[tdwg-content] If you need something for referring to a population, then it is probably best to do it as a related class

Sun May 1 15:01:09 CEST 2011

OK, Pete, I'm going to try to write the other half of the email that I 
promised.  I'm going to start by saying that some of what I'm talking 
about here has already been posted on the Darwin-SW (DSW) wiki page 
called RelationshipToExistingModels 
(http://code.google.com/p/darwin-sw/wiki/RelationshipToExistingModels).  
I've actually wanted to bring this up with you for about six months, but 
have never taken the time to put it into an email.  Since this is going 
out to the list, I'll include some comments about background that you 
already know (assuming a broader audience).  I'd welcome your comments 
and feedback on what I've said and whether you think it is accurate or not.

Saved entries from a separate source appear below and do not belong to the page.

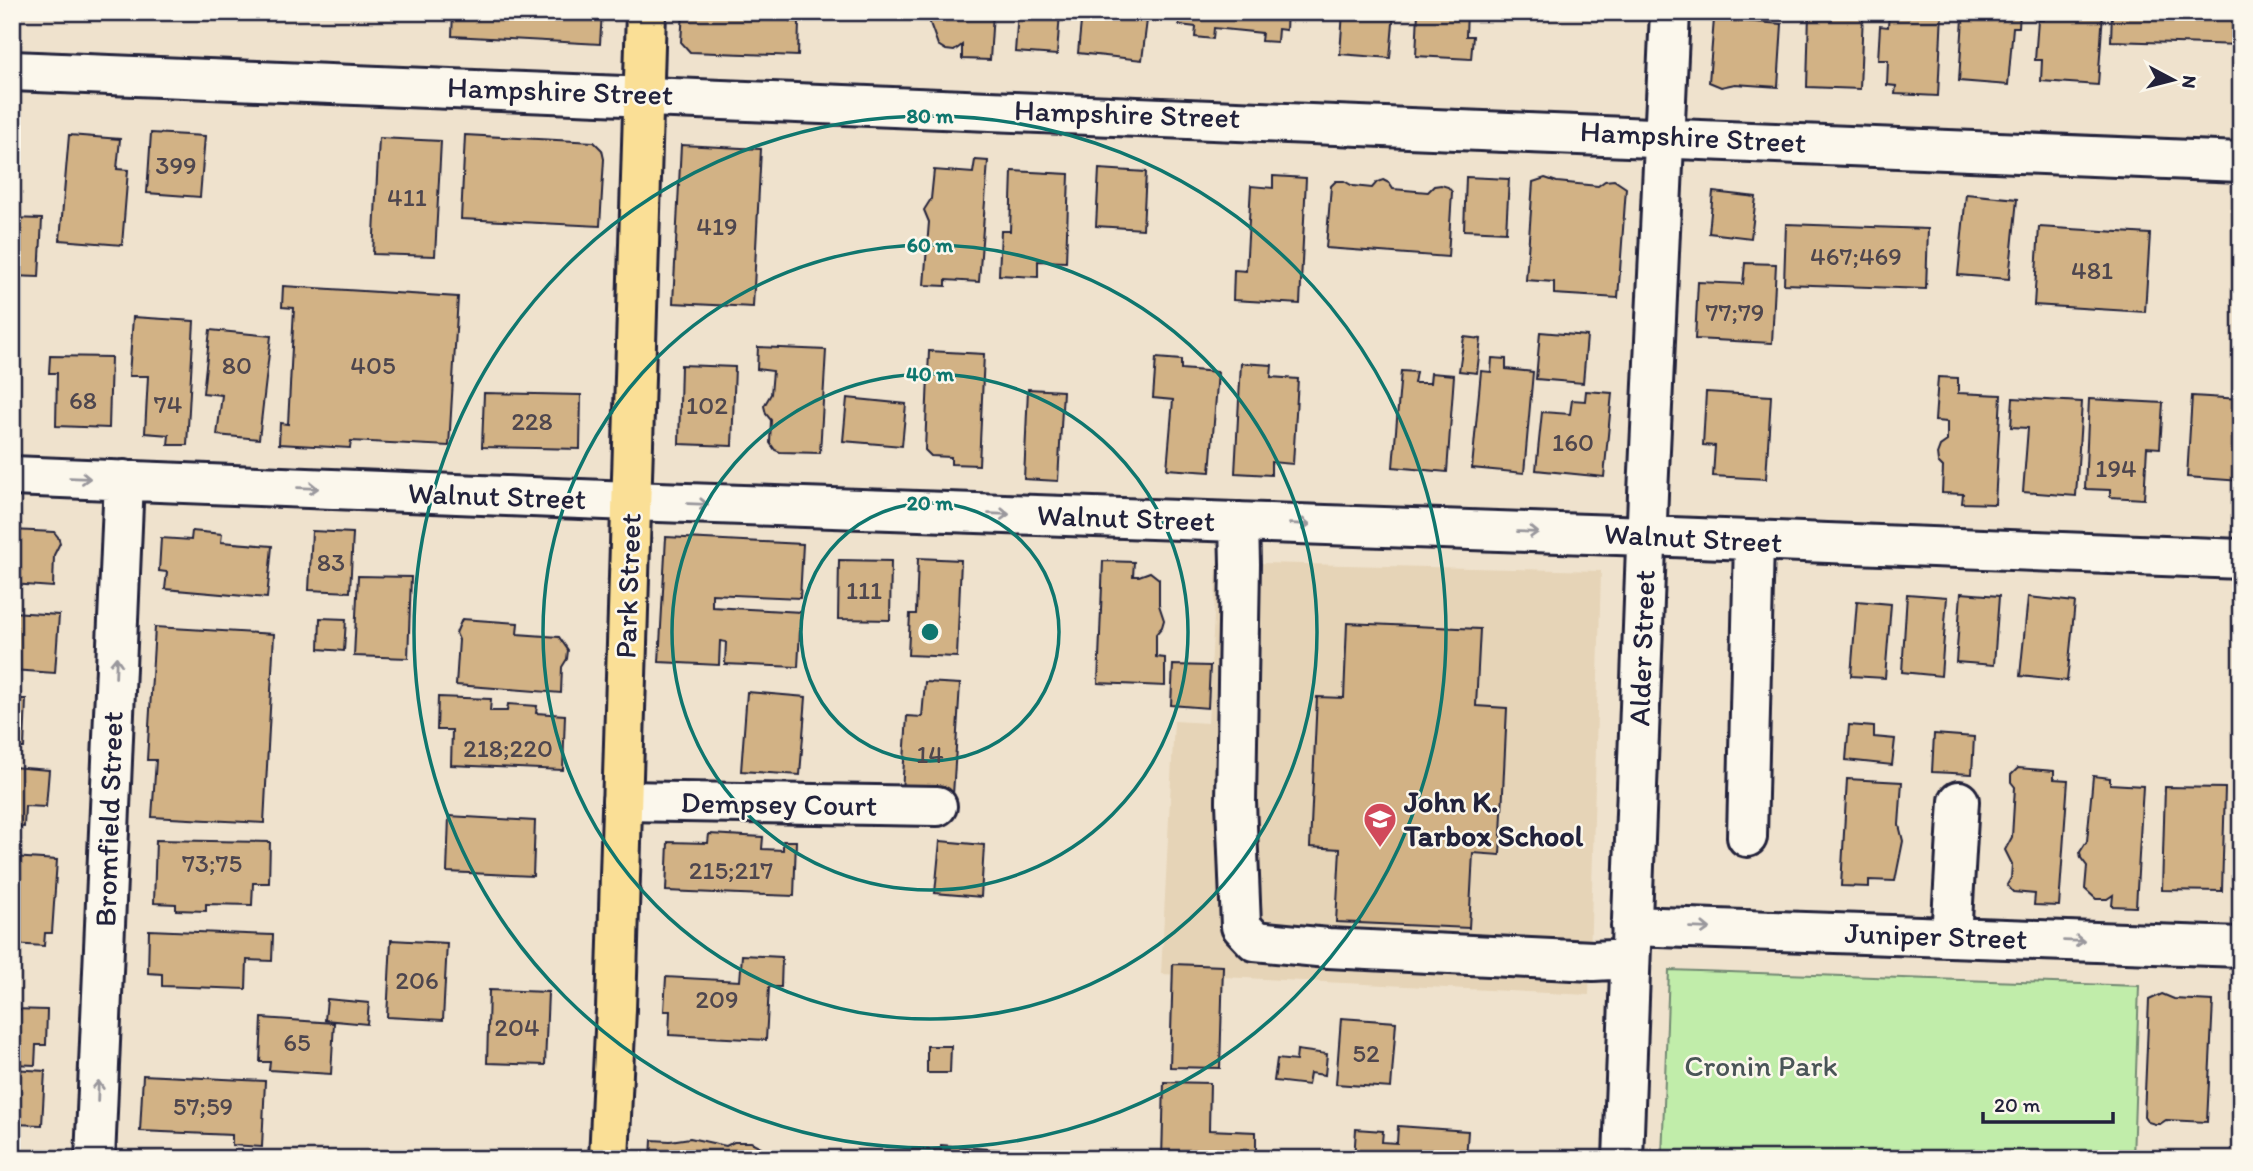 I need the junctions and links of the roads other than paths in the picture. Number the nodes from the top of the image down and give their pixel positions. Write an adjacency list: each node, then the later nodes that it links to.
1 (646, 12): 4 (main road, Park Street)
2 (1670, 12): 5 (street, Alder Street)
3 (12, 71): 4 (street, Hampshire Street)
4 (642, 94): 5 (street, Hampshire Street); 9 (main road, Park Street)
5 (1664, 136): 6 (street, Hampshire Street); 11 (street, Alder Street)
6 (2241, 162)
7 (12, 476): 8 (street, Walnut Street, one-way to 8)
8 (124, 480): 9 (street, Walnut Street, one-way to 9); 21 (street, Bromfield Street, one-way to 8)
9 (630, 502): 10 (street, Walnut Street, one-way to 10); 14 (main road, Park Street)
10 (1239, 522): 11 (street, Walnut Street, one-way to 11); 19 (street, Juniper Street)
11 (1646, 536): 12 (street, Walnut Street); 19 (street, Alder Street)
12 (1754, 541): 13 (street, Walnut Street); 17 (street)
13 (2241, 559)
14 (622, 801): 16 (street, Dempsey Court); 22 (main road, Park Street)
15 (1959, 801): 18 (street)
16 (937, 806)
17 (1747, 837)
18 (1951, 937): 19 (street, Juniper Street, one-way to 18); 20 (street, Juniper Street, one-way to 20)
19 (1631, 943): 23 (street, Alder Street)
20 (2241, 947)
21 (95, 1159)
22 (609, 1159)
23 (1623, 1159)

One of the things that I think makes it difficult for people to follow 
what you are proposing on taxonconcept.org is that the structure of your 
RDF is complex.  I'm not saying that is a bad thing, I'm just saying 
that if you combine that with people's general unfamiliarity with RDF 
and the difficulty that some people have with visualizing RDF in XML 
format, it just isn't accessible to most people.  Even that difficulty 
in itself isn't necessarily a bad thing because RDF isn't really 
intended to be understood primarily by people - it's designed to be 
understood by computers, so many people on this list don't really need 
to care about it.  Nevertheless, in order to have a discussion about a 
proposal, one must be able to visualize it.  I am a very right-brained 
person and must have maps, diagrams, and graphs to conceptualize 
things.  So the first thing I did was to go to 
http://www.w3.org/RDF/Validator/, put in the URI your example, and tell 
the parser to give me graph only.  In the RelationshipToExistingModels 
wiki page, I looked at 
http://ocs.taxonconcept.org/ocs/f522444a-2dd9-400e-be59-47213ef38cb9.rdf 
which provided information about an occurrence.  One of the most obvious 
features of the resulting graph is that it is complex.  I used the word 
"reticulated" because there are many cross-connections between the 
nodes.  It takes a bit of time and a large-screen monitor to sort it all 
out, but if one ignores the literals and concentrates only on the nodes 
that are labeled with URIs, the structure is actually very similar to 
the structure we used in DSW.  So that tells me that we (Cam and I) are 
seeing the biodiversity informatics world in a very similar manner to 
the way you have been seeing it.  On obvious difference is in the class 
names used to type resources - we mostly used DwC classes and you used 
ones that you defined in your ontology, but that is a cosmetic 
difference if one assumes that the classes in DSW and at 
taxonconcept.org represent the same thing.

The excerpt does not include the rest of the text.